ぷしゅぅ、と音が出そうなほど真っ赤になって、ぷるぷるしながらピアスの袋を握りしめて、硬直しているフローラ。
案外、お似合いかもしれない。ニヨニヨ。
***
新入生歓迎のパーティーは、明日。
生徒会主催のパーティは、上級生達だけで準備をするらしく、新入生は、今日は半日で終了。
帰りも突撃してくるかと思ったシャーリィは、姿を見せなかった。
ほっとしたような、拍子抜けしたような。
早々に王宮へと帰り、自室に戻って数分後、アイザック王子がビアンカと数名の侍女を伴い、訪ねてきた。

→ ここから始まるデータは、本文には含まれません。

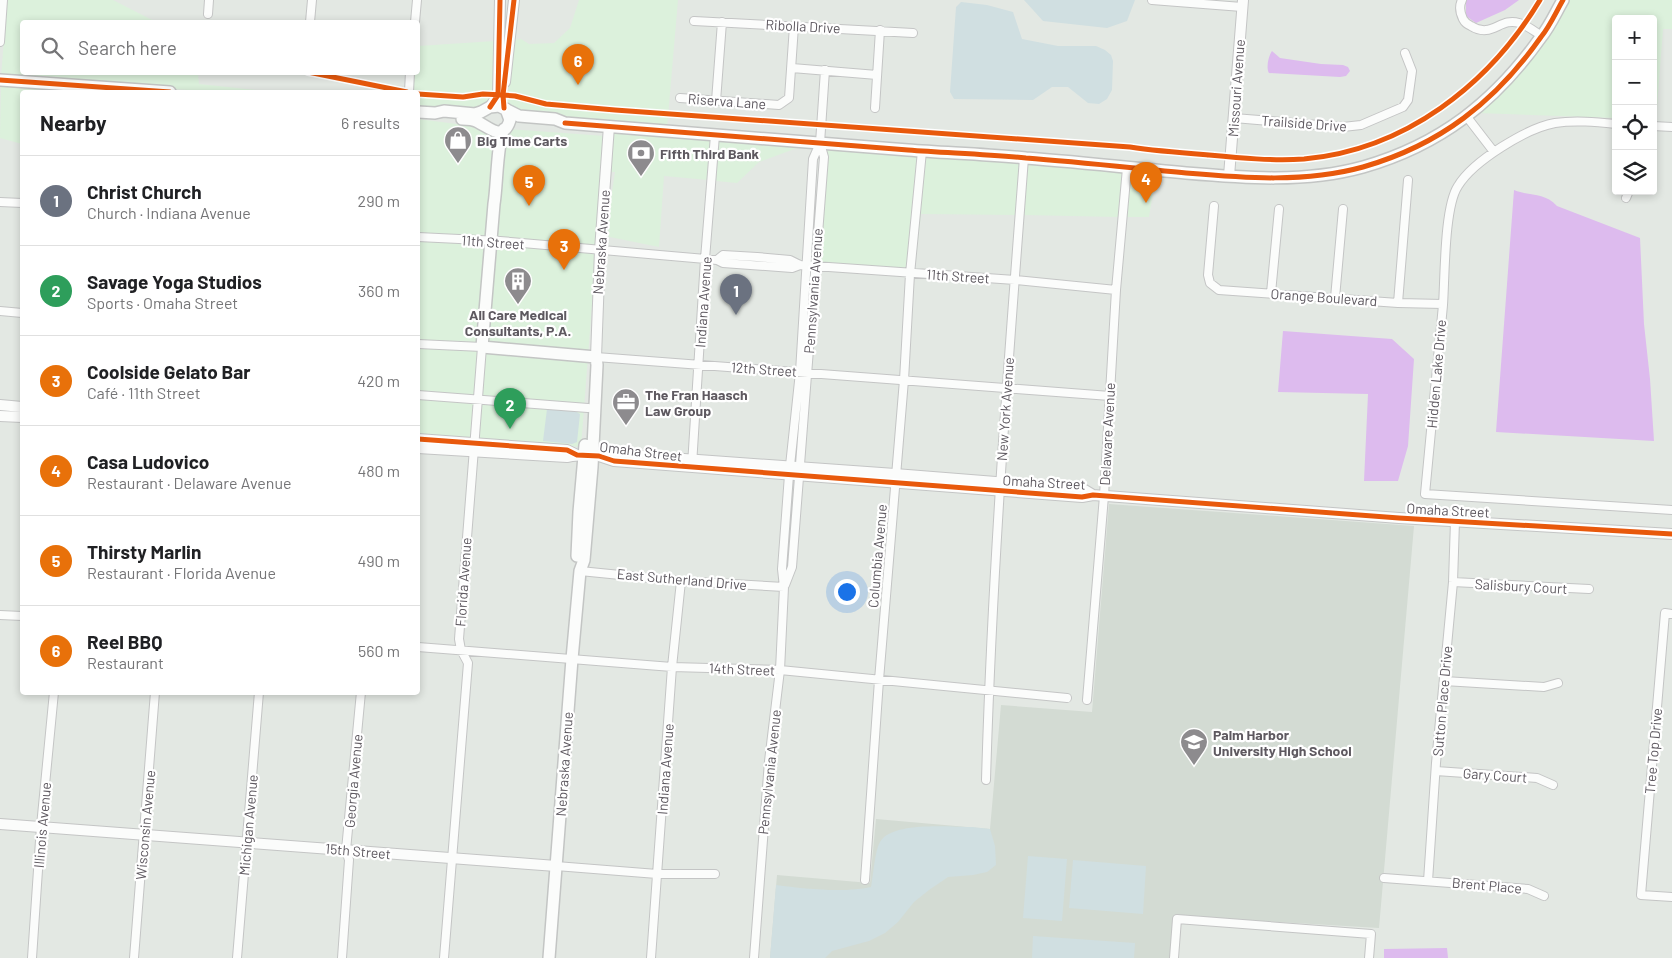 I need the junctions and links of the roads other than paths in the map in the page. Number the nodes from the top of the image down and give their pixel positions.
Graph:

「アウラリーサ。入学パーティ用のドレスを持ってきてやったぞ」
ドヤ顔のアイザック殿下。
通常は、デビュタント前の歓迎パーティのドレスは、親が用意するものらしいから、てっきりドレスはお父様とお母様が用意してくれていると思っていたから、びっくりしてしまう。

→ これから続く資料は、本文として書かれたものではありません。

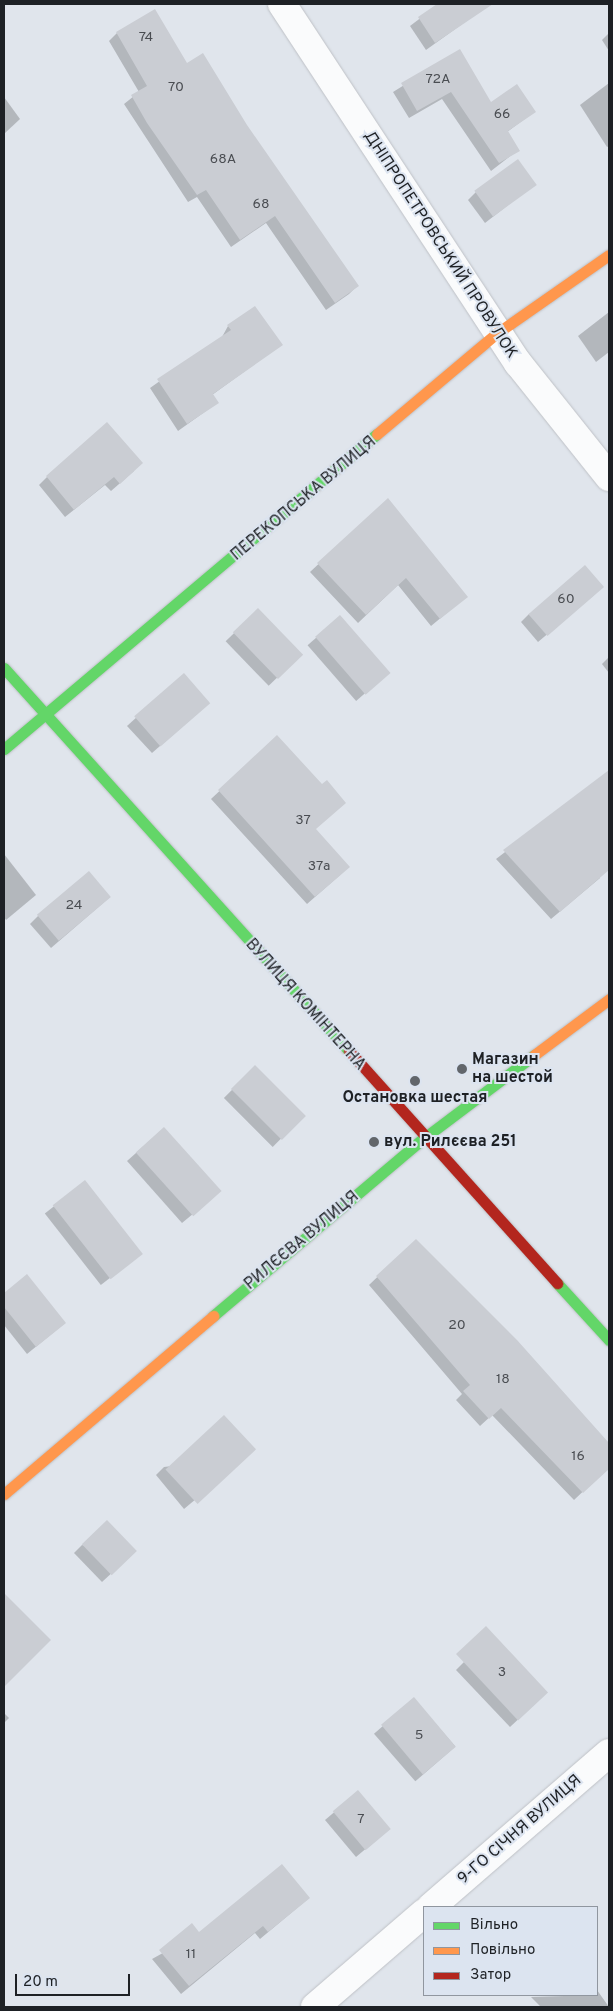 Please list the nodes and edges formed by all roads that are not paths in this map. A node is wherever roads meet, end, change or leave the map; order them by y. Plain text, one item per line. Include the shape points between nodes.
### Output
1 (282, 4) edge
2 (609, 255) edge
3 (497, 333) junction
4 (609, 477) edge
5 (4, 668) edge
6 (47, 715) junction
7 (4, 749) edge
8 (609, 999) edge
9 (424, 1138) junction
10 (609, 1340) edge
11 (4, 1494) edge
12 (609, 1752) edge
13 (432, 1906) edge
14 (423, 1914) edge
15 (315, 2007) edge

1 - 3 street, ДНІПРОПЕТРОВСЬКИЙ ПРОВУЛОК
2 - 3 street, ПЕРЕКОПСЬКА ВУЛИЦЯ
3 - 4 street, ДНІПРОПЕТРОВСЬКИЙ ПРОВУЛОК
3 - 6 street, ПЕРЕКОПСЬКА ВУЛИЦЯ
5 - 6 street, ВУЛИЦЯ КОМІНТЕРНА
6 - 7 street, ПЕРЕКОПСЬКА ВУЛИЦЯ
6 - 9 street, ВУЛИЦЯ КОМІНТЕРНА
8 - 9 street, РИЛЄЄВА ВУЛИЦЯ
9 - 10 street, ВУЛИЦЯ КОМІНТЕРНА
9 - 11 street, РИЛЄЄВА ВУЛИЦЯ
12 - 13 street, 9-ГО СІЧНЯ ВУЛИЦЯ
14 - 15 street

デビュタントは流石に建前で送ってくれるかな?って思ったけれど、今回は贈るにしてもビアンカだけだろうと思ってた。
「え、わたくしにもご用意頂けたんですか? 宜しいんでしょうか」
「今はお前が婚約者だし、ビアンカを妃に迎えることが出来たら、お前は姉上になるからな。このくらいは、当たり前だ」
え、ちょっと嬉しい。殿下ったらいい子……!
「優しい義弟で姉はとても感激ですわ」
冗談めかして言ったら、ビアンカとアイザックが嬉しそうに笑う。
「お姉様、わたくしもまだ見ていないんです! 一緒に見たいと思いまして!」
「そうなのね? 殿下。開けてみても?」
「ああ。勿論だ。母上と一緒に選ばせて貰った。気に入ると良いのだが」
箱を開けて、思わずビアンカと感嘆の声を上げる。
少女らしい、可愛らしいデザイン。だけど、リボンは小ぶりで、色味が少し落ち着いていて、可愛さの中に上品さがあり、ちょっとだけ背伸びした感じ。

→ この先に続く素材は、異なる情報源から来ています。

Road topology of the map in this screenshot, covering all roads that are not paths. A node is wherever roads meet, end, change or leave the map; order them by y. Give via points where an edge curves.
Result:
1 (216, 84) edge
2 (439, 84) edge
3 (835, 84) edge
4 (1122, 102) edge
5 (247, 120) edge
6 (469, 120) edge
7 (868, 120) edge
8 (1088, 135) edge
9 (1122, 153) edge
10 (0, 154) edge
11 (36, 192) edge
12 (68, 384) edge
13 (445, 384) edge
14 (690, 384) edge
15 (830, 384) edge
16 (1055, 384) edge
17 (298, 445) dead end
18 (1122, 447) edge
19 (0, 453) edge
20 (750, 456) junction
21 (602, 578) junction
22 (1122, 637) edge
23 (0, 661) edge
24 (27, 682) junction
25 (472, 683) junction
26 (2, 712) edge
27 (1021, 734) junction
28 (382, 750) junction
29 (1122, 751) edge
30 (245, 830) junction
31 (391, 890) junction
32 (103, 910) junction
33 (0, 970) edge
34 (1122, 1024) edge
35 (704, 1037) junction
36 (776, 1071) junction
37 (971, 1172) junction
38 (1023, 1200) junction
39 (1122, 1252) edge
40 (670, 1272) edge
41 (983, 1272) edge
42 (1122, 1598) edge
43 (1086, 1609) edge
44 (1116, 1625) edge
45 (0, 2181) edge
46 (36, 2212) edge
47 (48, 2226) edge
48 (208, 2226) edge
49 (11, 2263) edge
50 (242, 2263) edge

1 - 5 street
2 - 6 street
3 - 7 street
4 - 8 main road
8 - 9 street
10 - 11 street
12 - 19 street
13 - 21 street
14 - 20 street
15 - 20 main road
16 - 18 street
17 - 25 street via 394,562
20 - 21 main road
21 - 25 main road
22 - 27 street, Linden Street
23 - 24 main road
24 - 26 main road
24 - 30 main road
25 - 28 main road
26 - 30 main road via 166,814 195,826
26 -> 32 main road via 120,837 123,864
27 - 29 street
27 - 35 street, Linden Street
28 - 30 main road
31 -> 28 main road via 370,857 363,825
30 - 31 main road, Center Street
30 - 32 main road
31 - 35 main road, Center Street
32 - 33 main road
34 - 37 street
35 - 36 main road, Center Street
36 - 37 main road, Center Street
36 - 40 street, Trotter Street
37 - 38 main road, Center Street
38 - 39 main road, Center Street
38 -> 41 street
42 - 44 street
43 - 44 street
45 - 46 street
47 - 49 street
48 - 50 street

布はとても軽くて柔らかく、とても良い手触りで、施されたレースは繊細で、まるで芸術品のよう。
学園で行われるパーティーというのもあって、夜会のような華美さでは無いけれど、シンプルだけど、細部までこだわった作りがとても素敵なドレスだった。
「素敵!!」
二人でドレスを手に取って、体に当てて、ビアンカと顔を見合わせ笑う。
きゃっきゃと燥いでいると、殿下が満足そうに鼻を鳴らした。
「なかなか選ぶのに苦労したぞ。ビアンカは愛らしいけれど、アウラリーサは美しい。どちらにも似合うそろいのドレスにしたくてな。だが、喜んでくれたようで選んだ甲斐があった」
「「ありがとう存じます!!」」
リティとオーサに、ドレスをトルソーにかけて貰う。
「……そうだわ。殿下。明日のエスコートはどうなさいます?」
ふと、王子に尋ねてみる。
ビアンカと王子が顔を見合わせた。
「私は……。今は、アウラリーサ。君が婚約者だ。それに、私は君の事も友人として好ましく思っている。君のエスコートをさせて欲しい」
「わたくしも、殿下にエスコートして頂けたらとは思いますわ。でも、殿下はまだお姉さまの婚約者です。……大丈夫ですわ!わたくしはお兄様にお願いをしようかと思います!」
無理に明るく振舞おうとするビアンカが痛々しい。
ふと扉の方を見ると、フレッドが壁際で控えていた。
何を考えているのか、その表情からは読み取れない。
でも。私はそっと耳に触れた。コロンと丸い、ピアスの感触。
「それなら……。ビアンカ。わたくしの為に、フレッドにパートナーをお願いしてもいいかしら?」
「フレッドに、ですか?」
きょとんとするビアンカと、壁際で息を呑む気配のフレッド。
私は顔が赤くなるのを誤魔化しながら頷いた。
「エスコートは、アイザック殿下にお願いいたしますわ。でも、わたくしもフレッドとダンスをしてみたいの」
「まぁ!!」
「お嬢様……」
「ですから、わたくしも、二人には楽しんで頂きたいわ。寂しい思い出にしてほしくありません。わたくしも、楽しい思い出を作りたいです」
「フレッド! お願いしてもいいかしら?」
ビアンカが、目をキラキラさせながら、フレッドに向き直る。
フレッドは暫し呆気に取られた顔をしていたが、深く頭を下げた。
「喜んでエスコートをさせて頂きます。ビアンカお嬢様」
顔を上げたフレッドの、私へ向けられる視線は、妙に熱を帯びているようで、私は恥ずかしくて、誤魔化すように視線を逸らした。